> _Brief_:
Please print every record exactly as it stands, leaving out the pictures.

> _Data_:
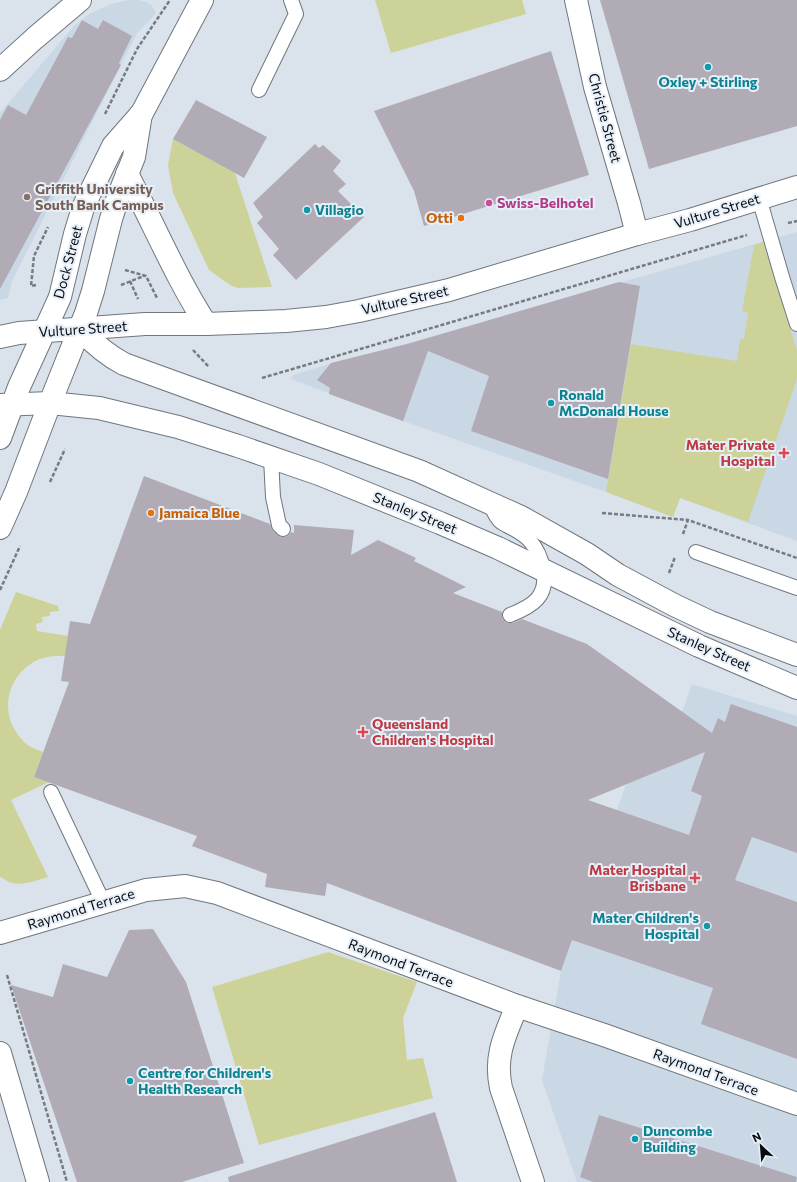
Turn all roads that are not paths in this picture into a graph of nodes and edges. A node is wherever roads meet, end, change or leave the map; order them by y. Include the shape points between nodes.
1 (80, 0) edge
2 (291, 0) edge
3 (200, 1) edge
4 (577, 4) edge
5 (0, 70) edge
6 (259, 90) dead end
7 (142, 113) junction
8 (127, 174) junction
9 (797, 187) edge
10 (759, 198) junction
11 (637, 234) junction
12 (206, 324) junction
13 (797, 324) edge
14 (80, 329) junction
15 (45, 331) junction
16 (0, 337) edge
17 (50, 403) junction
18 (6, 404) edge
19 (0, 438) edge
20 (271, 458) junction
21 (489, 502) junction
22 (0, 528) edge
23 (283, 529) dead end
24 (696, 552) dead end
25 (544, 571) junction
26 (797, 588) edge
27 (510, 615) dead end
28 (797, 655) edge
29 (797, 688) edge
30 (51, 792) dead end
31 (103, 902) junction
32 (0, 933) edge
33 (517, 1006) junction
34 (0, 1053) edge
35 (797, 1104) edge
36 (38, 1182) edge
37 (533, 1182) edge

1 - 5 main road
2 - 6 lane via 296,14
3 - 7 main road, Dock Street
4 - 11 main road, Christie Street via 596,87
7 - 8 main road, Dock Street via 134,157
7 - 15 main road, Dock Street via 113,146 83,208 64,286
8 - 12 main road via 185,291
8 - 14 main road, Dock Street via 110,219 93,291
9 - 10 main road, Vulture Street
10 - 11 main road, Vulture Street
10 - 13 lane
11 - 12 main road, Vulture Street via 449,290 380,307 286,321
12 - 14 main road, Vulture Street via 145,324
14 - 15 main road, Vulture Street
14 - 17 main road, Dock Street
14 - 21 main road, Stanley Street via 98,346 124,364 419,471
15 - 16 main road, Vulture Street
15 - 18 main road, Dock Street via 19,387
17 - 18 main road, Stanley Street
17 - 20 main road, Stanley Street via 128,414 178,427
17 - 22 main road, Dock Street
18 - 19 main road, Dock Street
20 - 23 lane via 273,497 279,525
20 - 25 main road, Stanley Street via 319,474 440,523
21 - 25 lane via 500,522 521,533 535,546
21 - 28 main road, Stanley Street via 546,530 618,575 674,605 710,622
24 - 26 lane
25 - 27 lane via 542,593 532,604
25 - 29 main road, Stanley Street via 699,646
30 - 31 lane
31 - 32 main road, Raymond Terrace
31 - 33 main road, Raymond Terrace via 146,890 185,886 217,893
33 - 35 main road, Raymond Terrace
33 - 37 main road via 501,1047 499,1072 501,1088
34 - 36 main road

> _Written solution_:
Turn all roads that are not paths in this picture into a graph of nodes and edges. A node is wherever roads meet, end, change or leave the map; order them by y. Include the shape points between nodes.
1 (80, 0) edge
2 (291, 0) edge
3 (200, 1) edge
4 (577, 4) edge
5 (0, 70) edge
6 (259, 90) dead end
7 (142, 113) junction
8 (127, 174) junction
9 (797, 187) edge
10 (759, 198) junction
11 (637, 234) junction
12 (206, 324) junction
13 (797, 324) edge
14 (80, 329) junction
15 (45, 331) junction
16 (0, 337) edge
17 (50, 403) junction
18 (6, 404) edge
19 (0, 438) edge
20 (271, 458) junction
21 (489, 502) junction
22 (0, 528) edge
23 (283, 529) dead end
24 (696, 552) dead end
25 (544, 571) junction
26 (797, 588) edge
27 (510, 615) dead end
28 (797, 655) edge
29 (797, 688) edge
30 (51, 792) dead end
31 (103, 902) junction
32 (0, 933) edge
33 (517, 1006) junction
34 (0, 1053) edge
35 (797, 1104) edge
36 (38, 1182) edge
37 (533, 1182) edge

1 - 5 main road
2 - 6 lane via 296,14
3 - 7 main road, Dock Street
4 - 11 main road, Christie Street via 596,87
7 - 8 main road, Dock Street via 134,157
7 - 15 main road, Dock Street via 113,146 83,208 64,286
8 - 12 main road via 185,291
8 - 14 main road, Dock Street via 110,219 93,291
9 - 10 main road, Vulture Street
10 - 11 main road, Vulture Street
10 - 13 lane
11 - 12 main road, Vulture Street via 449,290 380,307 286,321
12 - 14 main road, Vulture Street via 145,324
14 - 15 main road, Vulture Street
14 - 17 main road, Dock Street
14 - 21 main road, Stanley Street via 98,346 124,364 419,471
15 - 16 main road, Vulture Street
15 - 18 main road, Dock Street via 19,387
17 - 18 main road, Stanley Street
17 - 20 main road, Stanley Street via 128,414 178,427
17 - 22 main road, Dock Street
18 - 19 main road, Dock Street
20 - 23 lane via 273,497 279,525
20 - 25 main road, Stanley Street via 319,474 440,523
21 - 25 lane via 500,522 521,533 535,546
21 - 28 main road, Stanley Street via 546,530 618,575 674,605 710,622
24 - 26 lane
25 - 27 lane via 542,593 532,604
25 - 29 main road, Stanley Street via 699,646
30 - 31 lane
31 - 32 main road, Raymond Terrace
31 - 33 main road, Raymond Terrace via 146,890 185,886 217,893
33 - 35 main road, Raymond Terrace
33 - 37 main road via 501,1047 499,1072 501,1088
34 - 36 main road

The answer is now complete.